On Monday, the governors of California and New York each signed legislation that will gradually boost the minimum wage in those states to $15 an hour – the highest in the nation – by the end of 2022.

The federal minimum wage for nonexempt employees is currently $7.25 an hour, but many states have their own minimum wage laws. Democratic presidential primary candidates Hillary Clinton and Bernie Sanders have both focused on wage disparity and the struggles of lower-income Americans as key campaign issues. While Republican candidates largely have focused on increasing job opportunities for blue-collar Americans and bringing back overseas manufacturing jobs — rather than minimum wage increases. The candidates tend to oppose federal and state minimum wage increases.

While California and New York’s moves are some of the most progressive yet to close the increasing gap between the rich and the poor, experts say more states may follow.

Connect your local minimum wage story to bigger national trends and data

Both the U.S. Bureau of Labor Statistics and advocacy groups, including Raise the Minimum Wage, offer handy data to put your state’s minimum wage in context. Currently 29 states, including the District of Columbia, have set their minimum wage above the federal minimum level of $7.25 an hour as of Jan. 1, 2015.

Fifteen states, and the District of Columbia, index their minimum wages to rise automatically with the cost of living. Eight states have set the tipped minimum wage equal to the value of the full minimum wage—which helps ensure employers directly pay tipped workers the full minimum wage.

The advocacy group Raise the Minimum Wage also has this useful chart of state-by-state current and projected minimum wages.

When minimum wage increases are on the table at the state and federal level, most business advocacy groups tend to vehemently oppose the hikes. But Lydia DePillis of The Washington Post took advantage of internal research conducted by a leading consultant for state chambers of commerce to dig into business leaders’ true opinions on the issue. 

A survey of 1,000 business executives across the nation found 80 percent of survey respondents said they supported raising their state’s minimum wage, while only 8 percent opposed it. LuntzGlobal, a firm run by Republican polling expert Frank Luntz, conducted the survey which the liberal watchdog group Center for Media and Democracy also obtained.

The Washington Post story raises a valid question: if so many executives support the hikes, why do state chambers of commerce oppose the wage increases?

Experts told the Washington Post that modest minimum wage hikes don’t impact most chamber members, so they leave the issue to trade groups for retailers, hotels, restaurants and other industries which employ most low-income workers. And the minimum wage increases would heavily impact those industries.

National industry experts can add depth and credibility to your reporting. Some questions to consider:

What do minimum wage increases do to professions that employ low-income earners who work just above the minimum wage — such as entry-level journalists, kindergarten teachers and social workers?

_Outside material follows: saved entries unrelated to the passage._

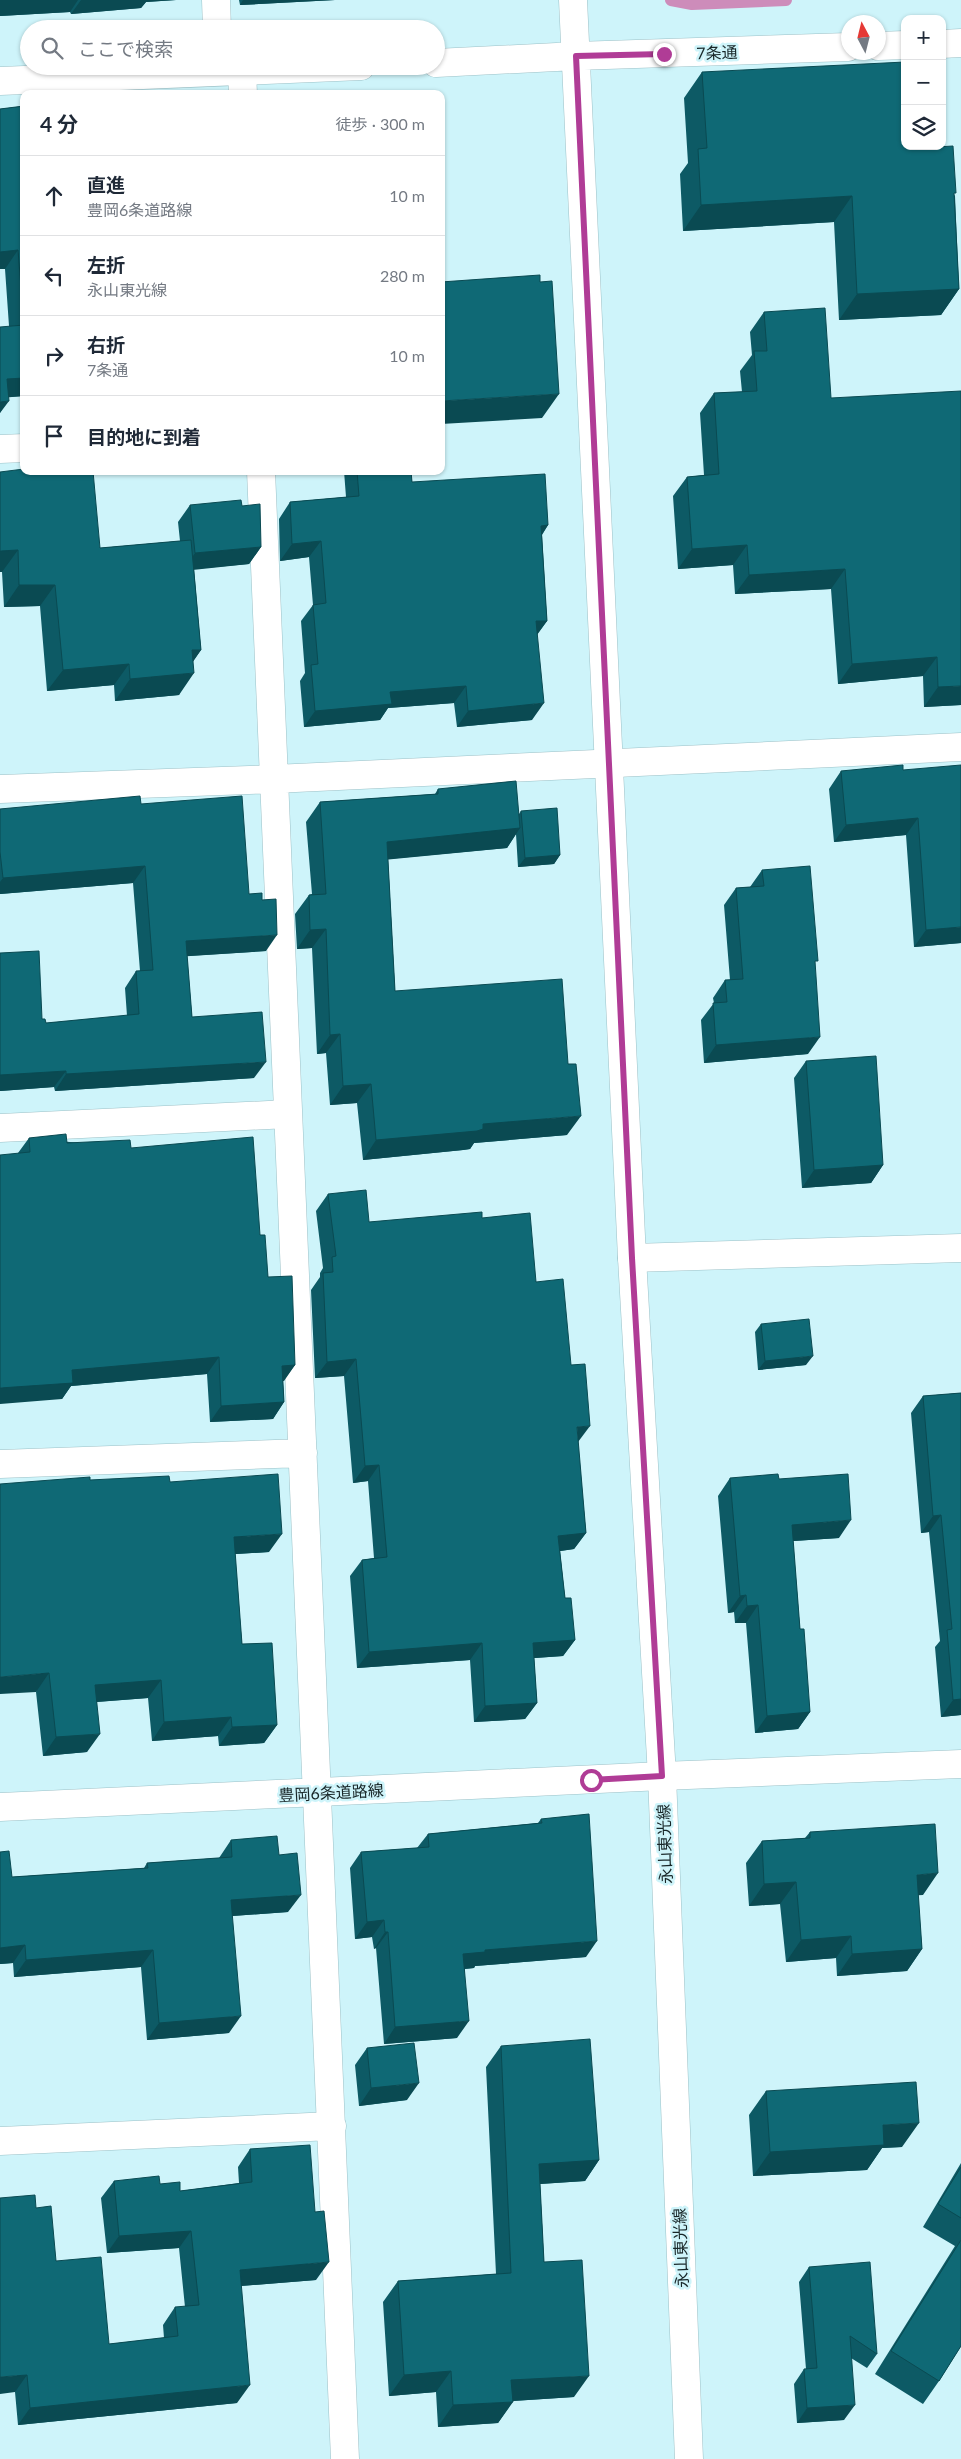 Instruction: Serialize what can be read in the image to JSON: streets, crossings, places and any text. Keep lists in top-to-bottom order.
{
  "streets": {
    "street": ["7条通", "豊岡6条道路線", "永山東光線"]
  },
  "crossings": [
    ["7条通", "永山東光線"],
    ["豊岡6条道路線", "永山東光線"]
  ],
  "north": "top",
  "page": {
    "map_buttons": ["+", "−"],
    "search": "ここで検索",
    "heading": ["4 分", "徒歩 · 300 m"],
    "list": [
      ["直進", "豊岡6条道路線", "10 m"],
      ["左折", "永山東光線", "280 m"],
      ["右折", "7条通", "10 m"],
      "目的地に到着"
    ]
  }
}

How do minimum wage hikes tend to impact small businesses and startups?

Get credible economists to weigh in

The rhetoric on both sides with highly charged political issues like minimum wage increases becomes confusing. But economists study these issues over long periods of time — largely leaving out partisan rhetoric. What do economists say on the issue?

The issue is tricky, Jeff Clemens, an assistant professor of economics at the University of California, San Diego and a faculty research fellow at the National Bureau of Economic Research, told USA Today.

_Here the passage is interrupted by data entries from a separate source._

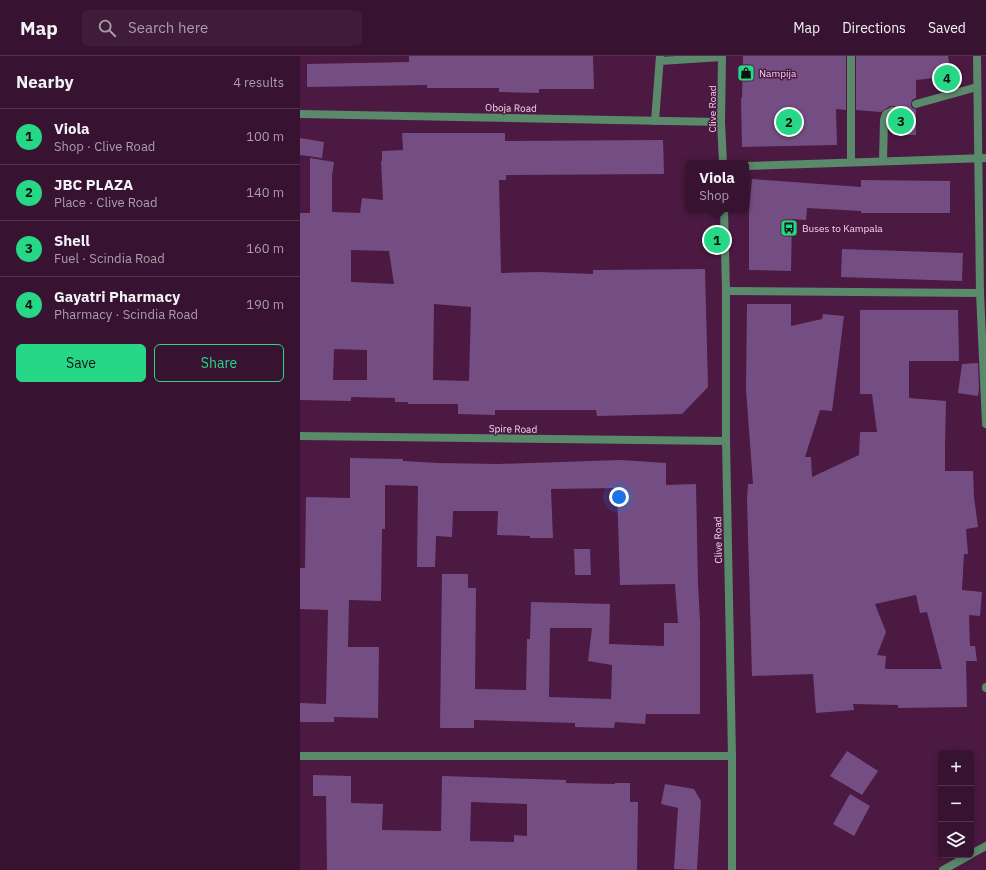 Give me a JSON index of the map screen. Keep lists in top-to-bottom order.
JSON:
{
  "streets": {
    "street": ["Oboja Road", "Clive Road", "Spire Road"]
  },
  "crossings": [
    ["Oboja Road", "Clive Road"],
    ["Clive Road", "Spire Road"]
  ],
  "places": {
    "shop": ["Nampija"],
    "bus stop": ["Buses to Kampala"]
  },
  "page": {
    "header": "Map",
    "search": "Search here",
    "nav": ["Map", "Directions", "Saved"],
    "heading": ["Nearby", "4 results"],
    "pins": [
      "4",
      "3",
      "2",
      "1"
    ],
    "list": [
      {
        "mark": "1",
        "name": "Viola",
        "note": "Shop · Clive Road",
        "value": "100 m"
      },
      {
        "mark": "2",
        "name": "JBC PLAZA",
        "note": "Place · Clive Road",
        "value": "140 m"
      },
      {
        "mark": "3",
        "name": "Shell",
        "note": "Fuel · Scindia Road",
        "value": "160 m"
      },
      {
        "mark": "4",
        "name": "Gayatri Pharmacy",
        "note": "Pharmacy · Scindia Road",
        "value": "190 m"
      }
    ],
    "popup": ["Viola", "Shop"],
    "buttons": ["Save", "Share"],
    "map_buttons": ["+", "−"]
  }
}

His research suggests the series of minimum wage hikes enacted in the mid-2000s contributed “substantially” to the number of low-skill jobs lost during and after the Great Recession. But he says there is compelling research on both sides of the wage debate. 

Clemens’ research showed that low-skilled workers in states with the greatest minimum wage increases during and after the Great Recession saw the biggest declines in their overall employment rates.

He told USA Today he feels most persuaded by recent research suggesting stagnant wage growth is primarily driven by increased competition associated with trade with China and other economic powerhouses and technology replacing some forms of labor. Wage hikes largely won’t fix those problems, he said.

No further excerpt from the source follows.